Your job is to return every line in the data holding the string "edges".

[Data for this exercise]
····················

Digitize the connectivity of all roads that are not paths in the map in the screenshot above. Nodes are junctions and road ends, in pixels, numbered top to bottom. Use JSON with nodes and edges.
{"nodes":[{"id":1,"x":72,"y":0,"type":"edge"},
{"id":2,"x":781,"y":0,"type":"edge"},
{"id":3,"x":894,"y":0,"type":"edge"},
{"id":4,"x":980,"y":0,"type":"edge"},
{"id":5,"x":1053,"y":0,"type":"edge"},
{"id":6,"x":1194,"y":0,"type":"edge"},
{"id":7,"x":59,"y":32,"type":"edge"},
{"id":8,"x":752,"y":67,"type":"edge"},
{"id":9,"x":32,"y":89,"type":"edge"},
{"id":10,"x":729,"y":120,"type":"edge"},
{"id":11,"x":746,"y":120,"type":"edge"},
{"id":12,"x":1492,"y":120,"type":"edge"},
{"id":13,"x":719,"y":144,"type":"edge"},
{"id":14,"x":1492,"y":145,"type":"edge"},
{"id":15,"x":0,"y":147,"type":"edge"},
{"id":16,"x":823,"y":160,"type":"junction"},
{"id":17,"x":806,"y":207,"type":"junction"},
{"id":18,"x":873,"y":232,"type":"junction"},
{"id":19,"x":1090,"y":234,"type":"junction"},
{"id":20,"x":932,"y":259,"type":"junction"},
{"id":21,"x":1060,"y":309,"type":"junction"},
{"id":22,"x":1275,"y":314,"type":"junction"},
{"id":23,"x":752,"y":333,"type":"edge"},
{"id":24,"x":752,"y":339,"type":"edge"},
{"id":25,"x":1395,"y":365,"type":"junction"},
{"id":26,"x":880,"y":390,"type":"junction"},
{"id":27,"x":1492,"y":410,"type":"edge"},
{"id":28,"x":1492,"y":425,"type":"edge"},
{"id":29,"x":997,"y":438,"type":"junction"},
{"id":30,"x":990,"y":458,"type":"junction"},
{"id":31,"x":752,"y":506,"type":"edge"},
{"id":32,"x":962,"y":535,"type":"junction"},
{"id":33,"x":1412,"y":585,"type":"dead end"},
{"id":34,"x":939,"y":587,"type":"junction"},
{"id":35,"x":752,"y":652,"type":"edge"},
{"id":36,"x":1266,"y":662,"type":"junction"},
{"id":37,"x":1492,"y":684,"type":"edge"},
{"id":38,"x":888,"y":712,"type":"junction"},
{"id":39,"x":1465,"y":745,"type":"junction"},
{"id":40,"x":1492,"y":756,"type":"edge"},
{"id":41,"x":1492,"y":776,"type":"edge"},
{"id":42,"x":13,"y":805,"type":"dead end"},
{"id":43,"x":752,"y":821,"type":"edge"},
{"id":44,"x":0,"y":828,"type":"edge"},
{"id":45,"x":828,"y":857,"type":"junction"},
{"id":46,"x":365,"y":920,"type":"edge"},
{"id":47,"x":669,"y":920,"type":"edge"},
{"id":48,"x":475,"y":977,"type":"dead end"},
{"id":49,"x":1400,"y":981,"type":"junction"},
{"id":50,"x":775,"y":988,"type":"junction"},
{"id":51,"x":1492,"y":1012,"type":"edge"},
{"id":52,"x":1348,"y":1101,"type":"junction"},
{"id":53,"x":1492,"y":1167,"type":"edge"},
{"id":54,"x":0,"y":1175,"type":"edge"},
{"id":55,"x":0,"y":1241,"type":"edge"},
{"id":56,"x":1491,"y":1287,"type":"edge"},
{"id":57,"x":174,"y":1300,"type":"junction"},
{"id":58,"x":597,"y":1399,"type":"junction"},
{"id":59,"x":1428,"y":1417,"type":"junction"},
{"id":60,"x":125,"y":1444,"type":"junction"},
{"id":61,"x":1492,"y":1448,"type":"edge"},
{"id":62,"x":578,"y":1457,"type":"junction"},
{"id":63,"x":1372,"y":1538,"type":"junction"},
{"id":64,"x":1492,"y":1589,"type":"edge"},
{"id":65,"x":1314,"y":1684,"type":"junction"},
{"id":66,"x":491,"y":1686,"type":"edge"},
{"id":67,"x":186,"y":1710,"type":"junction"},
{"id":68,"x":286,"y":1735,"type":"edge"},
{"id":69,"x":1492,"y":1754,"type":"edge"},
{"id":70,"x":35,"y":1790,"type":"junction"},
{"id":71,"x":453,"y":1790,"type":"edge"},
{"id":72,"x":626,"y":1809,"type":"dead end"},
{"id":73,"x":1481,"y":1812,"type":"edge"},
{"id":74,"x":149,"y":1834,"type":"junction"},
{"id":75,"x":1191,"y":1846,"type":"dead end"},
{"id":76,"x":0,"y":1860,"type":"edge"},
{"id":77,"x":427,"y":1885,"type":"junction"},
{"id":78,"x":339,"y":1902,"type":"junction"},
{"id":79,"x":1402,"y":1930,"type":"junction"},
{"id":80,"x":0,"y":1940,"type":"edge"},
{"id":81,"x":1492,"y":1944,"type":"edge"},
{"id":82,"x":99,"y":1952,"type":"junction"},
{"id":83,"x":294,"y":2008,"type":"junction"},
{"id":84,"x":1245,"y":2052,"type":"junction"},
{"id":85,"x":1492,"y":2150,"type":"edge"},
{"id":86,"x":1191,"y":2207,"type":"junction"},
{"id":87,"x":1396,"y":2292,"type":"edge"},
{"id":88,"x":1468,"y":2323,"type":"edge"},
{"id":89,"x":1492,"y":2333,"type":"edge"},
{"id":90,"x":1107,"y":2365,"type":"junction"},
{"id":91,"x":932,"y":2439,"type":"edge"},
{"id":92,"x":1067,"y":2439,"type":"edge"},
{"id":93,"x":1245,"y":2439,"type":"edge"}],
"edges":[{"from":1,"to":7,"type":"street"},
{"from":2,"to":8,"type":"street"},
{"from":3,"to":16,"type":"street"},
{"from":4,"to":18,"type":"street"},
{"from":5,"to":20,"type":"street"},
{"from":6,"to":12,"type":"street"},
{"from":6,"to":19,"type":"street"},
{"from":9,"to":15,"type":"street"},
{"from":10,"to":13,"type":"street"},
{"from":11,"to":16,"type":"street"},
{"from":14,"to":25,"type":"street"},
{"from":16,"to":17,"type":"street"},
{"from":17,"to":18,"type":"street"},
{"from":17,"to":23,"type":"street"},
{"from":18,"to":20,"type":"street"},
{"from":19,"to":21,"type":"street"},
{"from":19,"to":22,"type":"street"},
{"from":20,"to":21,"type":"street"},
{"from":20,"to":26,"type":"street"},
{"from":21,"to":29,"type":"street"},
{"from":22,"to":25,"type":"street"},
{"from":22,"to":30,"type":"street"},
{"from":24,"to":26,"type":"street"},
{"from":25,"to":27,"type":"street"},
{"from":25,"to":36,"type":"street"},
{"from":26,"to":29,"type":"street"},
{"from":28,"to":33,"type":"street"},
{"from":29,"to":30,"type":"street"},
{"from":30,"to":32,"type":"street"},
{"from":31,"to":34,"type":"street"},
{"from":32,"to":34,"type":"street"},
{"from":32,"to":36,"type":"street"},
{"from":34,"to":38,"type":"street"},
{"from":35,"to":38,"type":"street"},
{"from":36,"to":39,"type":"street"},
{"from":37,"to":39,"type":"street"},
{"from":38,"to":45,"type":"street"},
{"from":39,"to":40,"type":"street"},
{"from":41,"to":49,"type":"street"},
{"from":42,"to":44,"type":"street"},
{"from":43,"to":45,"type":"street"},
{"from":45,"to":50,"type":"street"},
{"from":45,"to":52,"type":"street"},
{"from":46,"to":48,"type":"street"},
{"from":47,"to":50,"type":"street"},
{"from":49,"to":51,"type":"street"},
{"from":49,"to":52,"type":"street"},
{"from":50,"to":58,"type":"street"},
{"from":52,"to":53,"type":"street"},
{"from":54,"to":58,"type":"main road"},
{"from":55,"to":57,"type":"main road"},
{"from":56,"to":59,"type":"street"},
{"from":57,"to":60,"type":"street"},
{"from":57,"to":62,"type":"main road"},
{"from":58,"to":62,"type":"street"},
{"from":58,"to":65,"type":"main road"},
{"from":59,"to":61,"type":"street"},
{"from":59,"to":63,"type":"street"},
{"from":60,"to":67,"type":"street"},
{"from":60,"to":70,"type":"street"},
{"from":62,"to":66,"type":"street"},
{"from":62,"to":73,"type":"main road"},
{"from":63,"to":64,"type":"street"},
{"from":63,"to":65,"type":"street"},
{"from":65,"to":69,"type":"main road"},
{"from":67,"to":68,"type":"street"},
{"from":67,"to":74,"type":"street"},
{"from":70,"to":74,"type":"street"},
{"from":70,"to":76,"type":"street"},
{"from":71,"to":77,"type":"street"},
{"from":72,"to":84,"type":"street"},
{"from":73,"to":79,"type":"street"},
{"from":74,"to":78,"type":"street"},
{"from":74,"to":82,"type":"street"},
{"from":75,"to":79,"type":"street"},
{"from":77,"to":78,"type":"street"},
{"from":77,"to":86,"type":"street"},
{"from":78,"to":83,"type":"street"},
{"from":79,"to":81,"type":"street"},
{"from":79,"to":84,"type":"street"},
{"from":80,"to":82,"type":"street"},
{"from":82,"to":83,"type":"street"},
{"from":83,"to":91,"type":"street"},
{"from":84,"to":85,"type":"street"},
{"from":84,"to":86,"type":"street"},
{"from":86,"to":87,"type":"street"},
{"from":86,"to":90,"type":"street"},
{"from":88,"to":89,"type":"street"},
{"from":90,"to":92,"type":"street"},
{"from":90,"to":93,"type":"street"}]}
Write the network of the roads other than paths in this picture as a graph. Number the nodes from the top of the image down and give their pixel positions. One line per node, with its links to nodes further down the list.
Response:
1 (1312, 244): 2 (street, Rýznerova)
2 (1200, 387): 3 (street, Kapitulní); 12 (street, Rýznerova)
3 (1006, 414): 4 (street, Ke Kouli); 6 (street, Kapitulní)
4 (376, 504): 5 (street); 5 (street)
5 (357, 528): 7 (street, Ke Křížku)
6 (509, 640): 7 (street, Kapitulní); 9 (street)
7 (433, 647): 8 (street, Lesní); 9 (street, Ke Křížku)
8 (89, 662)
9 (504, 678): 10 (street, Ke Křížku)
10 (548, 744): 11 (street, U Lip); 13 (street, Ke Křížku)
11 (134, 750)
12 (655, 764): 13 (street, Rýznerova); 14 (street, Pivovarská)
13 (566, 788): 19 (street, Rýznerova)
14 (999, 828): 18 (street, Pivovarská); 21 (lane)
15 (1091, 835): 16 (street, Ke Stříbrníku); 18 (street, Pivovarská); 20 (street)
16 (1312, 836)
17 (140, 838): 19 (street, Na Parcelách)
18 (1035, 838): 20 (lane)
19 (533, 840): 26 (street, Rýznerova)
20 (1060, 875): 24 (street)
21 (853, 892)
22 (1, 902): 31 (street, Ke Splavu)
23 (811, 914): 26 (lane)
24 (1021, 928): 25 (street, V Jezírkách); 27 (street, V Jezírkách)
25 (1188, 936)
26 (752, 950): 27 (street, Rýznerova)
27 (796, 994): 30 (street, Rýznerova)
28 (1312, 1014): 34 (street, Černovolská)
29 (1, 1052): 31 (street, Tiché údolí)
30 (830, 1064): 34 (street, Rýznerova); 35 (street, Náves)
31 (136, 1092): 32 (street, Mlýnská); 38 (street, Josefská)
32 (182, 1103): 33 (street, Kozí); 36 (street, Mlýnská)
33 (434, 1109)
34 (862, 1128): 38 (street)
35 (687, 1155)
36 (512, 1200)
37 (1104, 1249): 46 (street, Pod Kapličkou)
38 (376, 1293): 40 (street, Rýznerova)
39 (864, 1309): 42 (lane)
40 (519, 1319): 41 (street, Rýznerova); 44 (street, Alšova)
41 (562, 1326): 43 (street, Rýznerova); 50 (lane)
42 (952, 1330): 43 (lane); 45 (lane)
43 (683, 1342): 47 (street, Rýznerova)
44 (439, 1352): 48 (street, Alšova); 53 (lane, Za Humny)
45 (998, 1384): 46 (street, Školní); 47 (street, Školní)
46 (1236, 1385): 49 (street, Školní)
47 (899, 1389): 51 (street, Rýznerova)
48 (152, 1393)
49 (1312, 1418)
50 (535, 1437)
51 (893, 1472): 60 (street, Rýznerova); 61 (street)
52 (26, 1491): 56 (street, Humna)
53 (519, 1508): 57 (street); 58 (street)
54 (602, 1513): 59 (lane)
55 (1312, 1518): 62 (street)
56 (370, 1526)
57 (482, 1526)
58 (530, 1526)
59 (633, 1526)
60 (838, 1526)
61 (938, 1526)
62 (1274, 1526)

····················

[Solution for this task]
Digitize the connectivity of all roads that are not paths in the map in the screenshot above. Nodes are junctions and road ends, in pixels, numbered top to bottom. Use JSON with nodes and edges.
"edges":[{"from":1,"to":7,"type":"street"},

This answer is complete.